General Directions

General Directions

These directions outline general guidelines for all three forms. Specific directions for each form can be found on the page preceding the form.

Individual and group contracts

All students in a mixed-ability classroom, groups or individual students can use these forms. If the entire class is involved, different students may use different forms. Students can work on a contract as a group or as individuals. A consistent amount of time should be provided each week for contract-related work. Learning contracts also provide an on-going, constructive activity for students who finish their regular assignments before their classmates or students who have already achieved the core learning outcomes.

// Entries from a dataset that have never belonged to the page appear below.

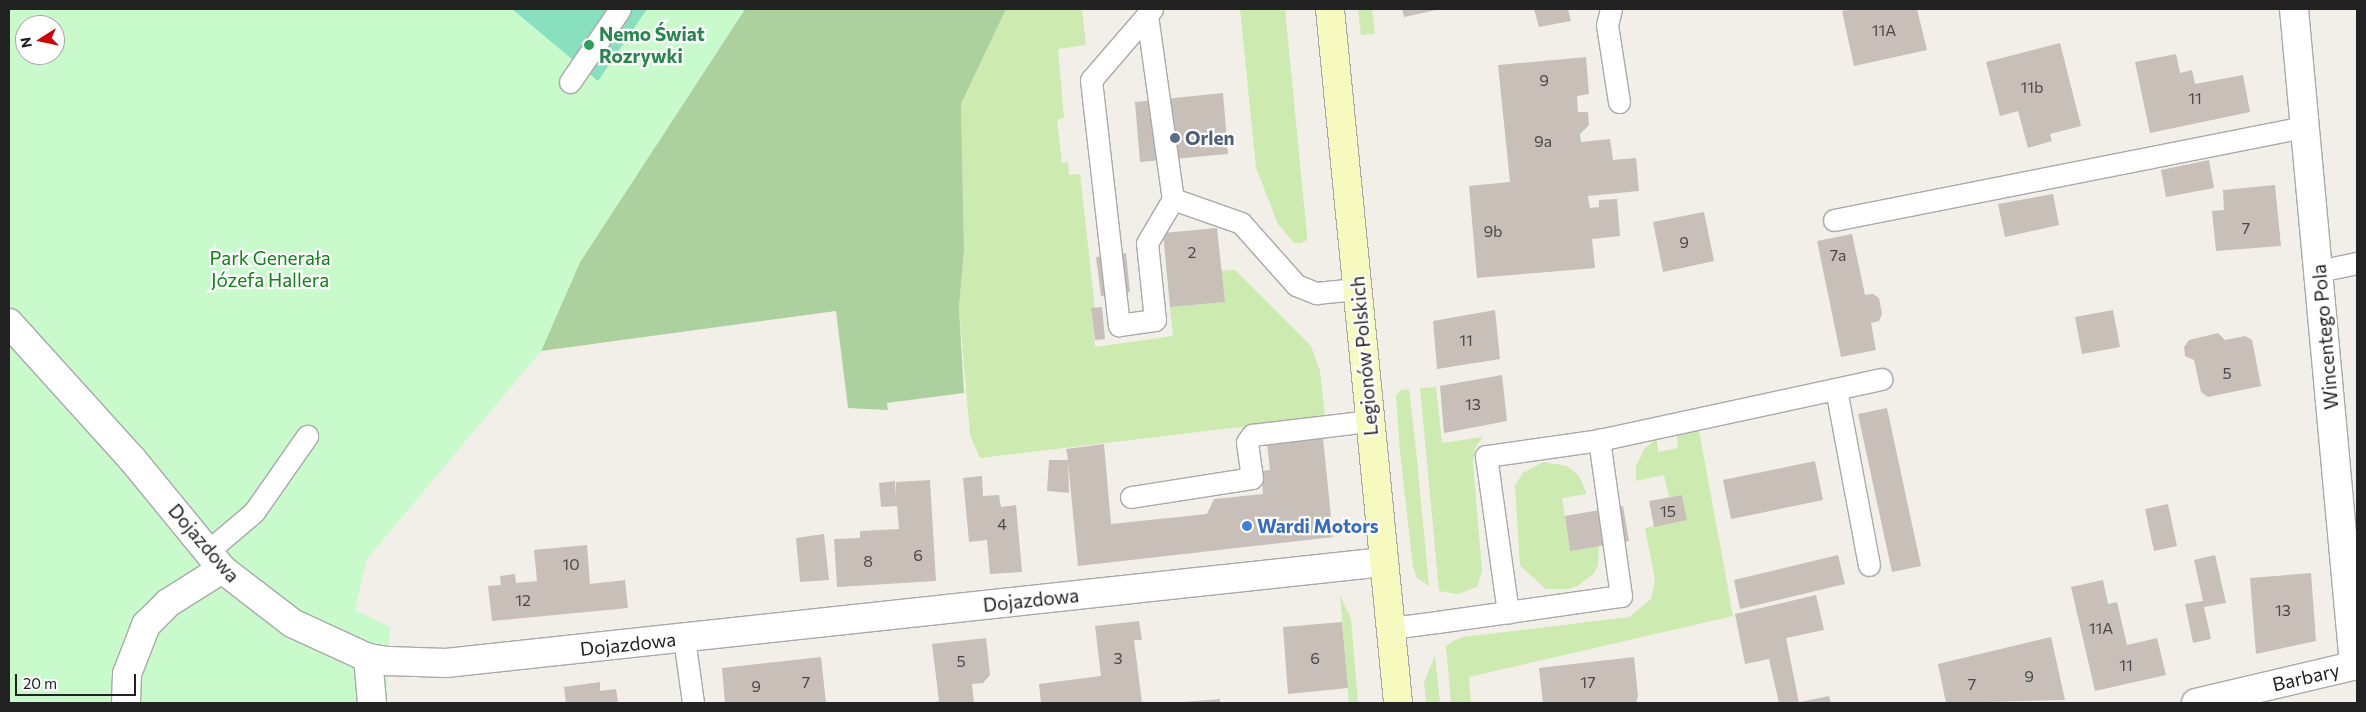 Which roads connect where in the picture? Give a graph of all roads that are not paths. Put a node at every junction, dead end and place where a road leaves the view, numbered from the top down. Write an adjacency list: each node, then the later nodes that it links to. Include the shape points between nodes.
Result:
1 (620, 9): 6 (lane)
2 (1330, 9): 13 (street, Legionów Polskich)
3 (1611, 9): 7 (lane, via 1607,26)
4 (2294, 9): 8 (street, Wincentego Pola)
5 (1150, 12): 9 (lane); 9 (lane, via 1091,80 1119,325 1155,320 1147,243)
6 (570, 82)
7 (1619, 102)
8 (2305, 127): 10 (lane); 12 (street, Wincentego Pola)
9 (1173, 199): 13 (lane, via 1241,223 1296,286 1316,293)
10 (1834, 220)
11 (2357, 263): 12 (lane)
12 (2319, 271): 28 (street, Wincentego Pola)
13 (1357, 289): 17 (street, Legionów Polskich)
14 (9, 323): 21 (street, Dojazdowa, via 132,459)
15 (1882, 379): 16 (lane)
16 (1836, 389): 19 (lane); 23 (lane)
17 (1370, 421): 20 (lane, via 1252,435 1247,442 1252,478); 22 (street, Legionów Polskich)
18 (307, 436): 21 (lane, via 254,512)
19 (1599, 440): 24 (lane, via 1621,596); 24 (lane, via 1486,456)
20 (1131, 496)
21 (215, 560): 27 (street, Dojazdowa, via 292,623); 29 (street, via 146,625 127,674)
22 (1384, 562): 25 (street, Legionów Polskich); 26 (street, Dojazdowa)
23 (1869, 565)
24 (1508, 612): 25 (lane)
25 (1391, 628): 32 (street, Legionów Polskich)
26 (684, 638): 27 (street, Dojazdowa, via 446,663); 31 (lane)
27 (368, 658): 30 (street)
28 (2356, 665): 33 (street, Barbary)
29 (126, 703)
30 (372, 703)
31 (693, 703)
32 (1398, 703)
33 (2196, 703) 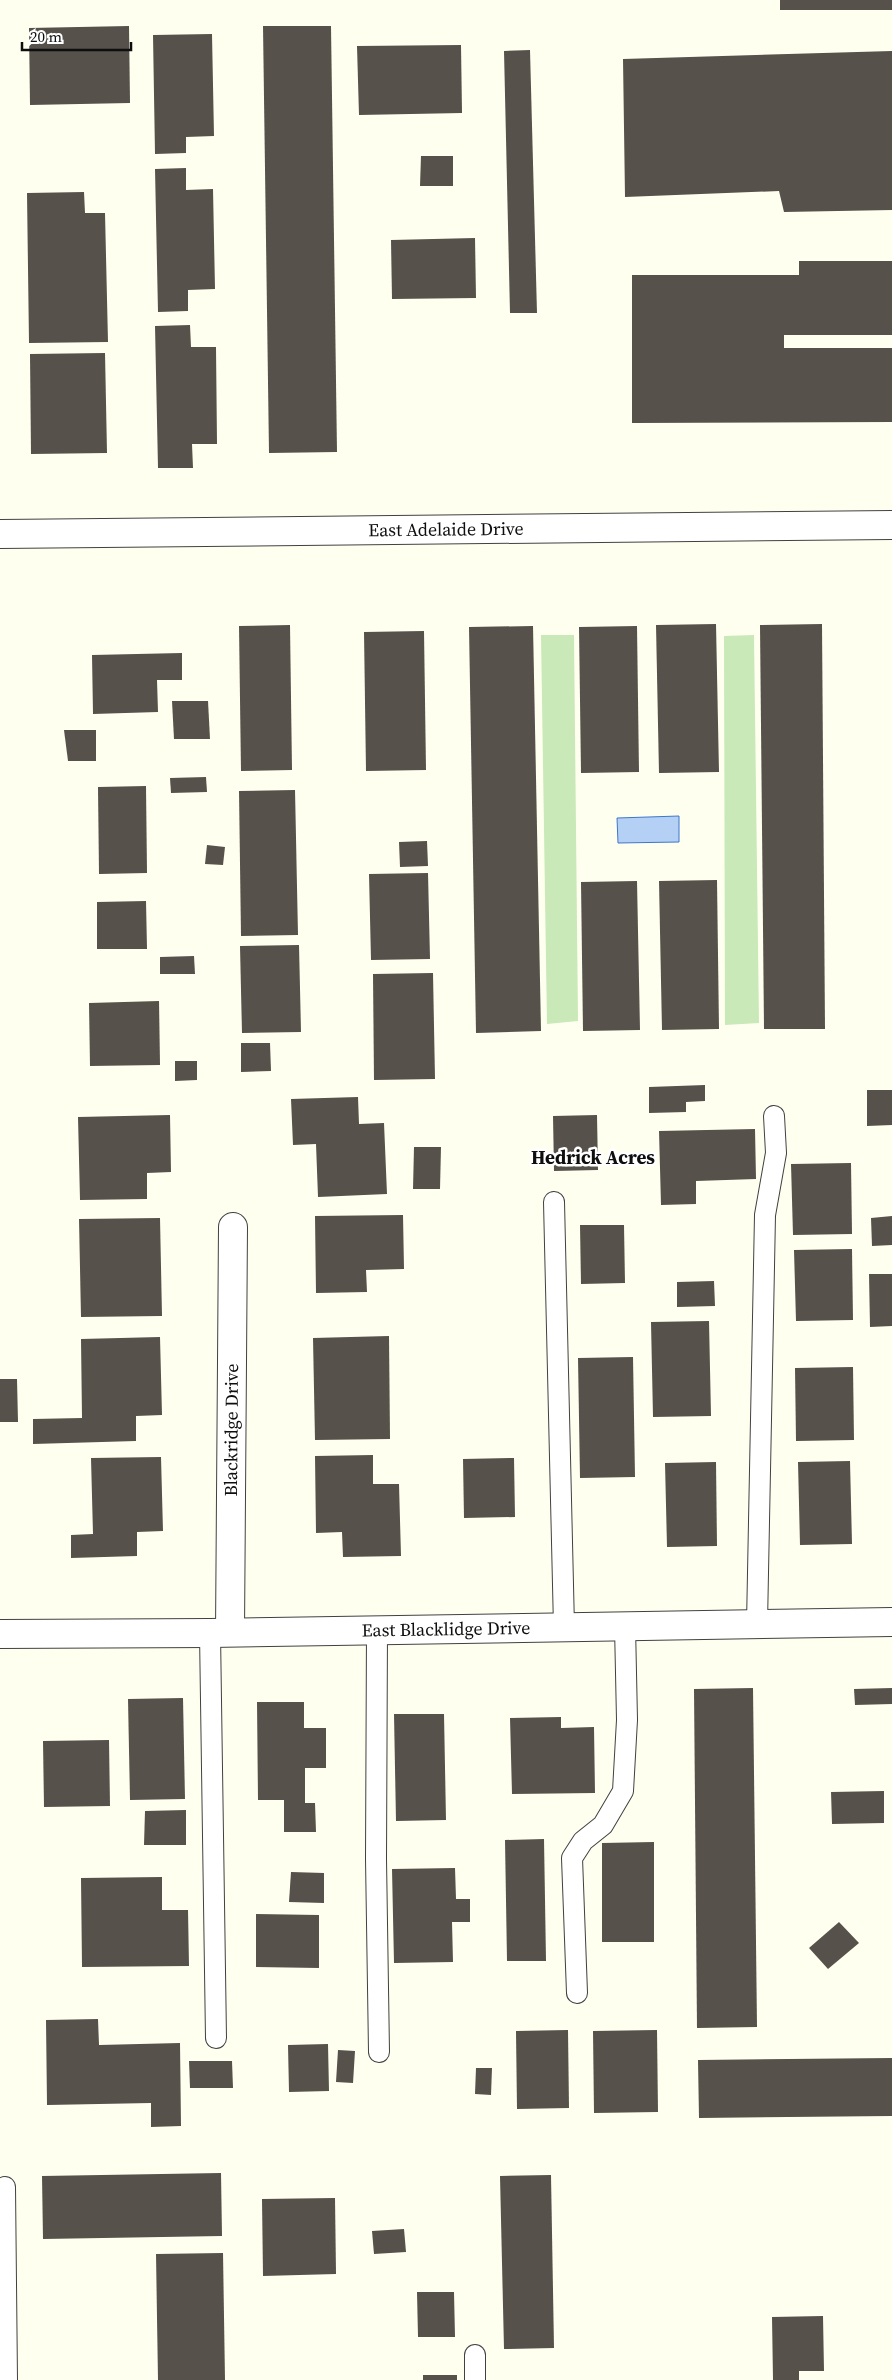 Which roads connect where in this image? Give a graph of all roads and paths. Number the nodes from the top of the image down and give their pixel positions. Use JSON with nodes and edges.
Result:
{"nodes":[{"id":1,"x":892,"y":525,"type":"edge"},
{"id":2,"x":0,"y":534,"type":"edge"},
{"id":3,"x":774,"y":1116,"type":"dead end"},
{"id":4,"x":554,"y":1202,"type":"dead end"},
{"id":5,"x":233,"y":1226,"type":"dead end"},
{"id":6,"x":892,"y":1622,"type":"edge"},
{"id":7,"x":757,"y":1624,"type":"junction"},
{"id":8,"x":626,"y":1626,"type":"junction"},
{"id":9,"x":564,"y":1627,"type":"junction"},
{"id":10,"x":377,"y":1630,"type":"junction"},
{"id":11,"x":220,"y":1633,"type":"junction"},
{"id":12,"x":0,"y":1634,"type":"edge"},
{"id":13,"x":577,"y":1992,"type":"dead end"},
{"id":14,"x":216,"y":2038,"type":"dead end"},
{"id":15,"x":379,"y":2052,"type":"dead end"},
{"id":16,"x":5,"y":2187,"type":"dead end"},
{"id":17,"x":475,"y":2355,"type":"dead end"},
{"id":18,"x":6,"y":2380,"type":"edge"},
{"id":19,"x":475,"y":2380,"type":"edge"}],
"edges":[{"from":1,"to":2,"type":"street","name":"East Adelaide Drive"},
{"from":3,"to":7,"type":"lane"},
{"from":4,"to":9,"type":"lane"},
{"from":5,"to":11,"type":"street","name":"Blackridge Drive"},
{"from":6,"to":7,"type":"street","name":"East Blacklidge Drive"},
{"from":7,"to":8,"type":"street","name":"East Blacklidge Drive"},
{"from":8,"to":9,"type":"street","name":"East Blacklidge Drive"},
{"from":8,"to":13,"type":"lane"},
{"from":9,"to":10,"type":"street","name":"East Blacklidge Drive"},
{"from":10,"to":11,"type":"street","name":"East Blacklidge Drive"},
{"from":10,"to":15,"type":"lane"},
{"from":11,"to":12,"type":"street","name":"East Blacklidge Drive"},
{"from":11,"to":14,"type":"lane"},
{"from":16,"to":18,"type":"lane"},
{"from":17,"to":19,"type":"lane"}]}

Small groups of students within a larger group or class can also work collaboratively or individually on contracts. As above, this is a great tool for challenging fast-finishers or advanced students.

Single students within a class can also be offered a learning contract to provide them with manageable, monitored and challenging opportunities.


Students are likely to need a good deal of support on their first few contracts. Although many bright and gifted students like to work alone, they need support and monitoring from more expert learners (teachers, mentors, peers, etc.) as they become more independent learners. Subject-related content is not all that they are expected to learn from these activities. This is why these forms are called dependent, NOT independent, study contracts. Good learning is dependent upon input from other people as well as books, websites, etc. The student should be able to depend on adults and the contract for assistance in their efforts to become better and more independent learners. The small approval box in the bottom left corner of each page of the multi-page forms ensure they will seek the teacher’s assistance and approval for their work as they move into and through their study.


Students can learn in a few spare minutes or when they are given more substantial chunks of time. If every class or group member has a contract, regularly scheduled time should be given to the whole class for contract-related work. Contracts usually need to last a minimum of three weeks, even for beginners. Short (3 weeks) are preferable when there is an understanding that they can be extended. Long-term contracts (10 weeks) sometimes get out of control or forgotten until the last minute.

E-x-p-a-n-d-i-n-g the Forms

Some students will want more space to write than the forms provide. Sandra Kay solved this problem by creating a booklet/journal for her students using the forms as a guidefor the student entries. Blank sheets of lined paper were inserted between single-sided copies of each page of the forms.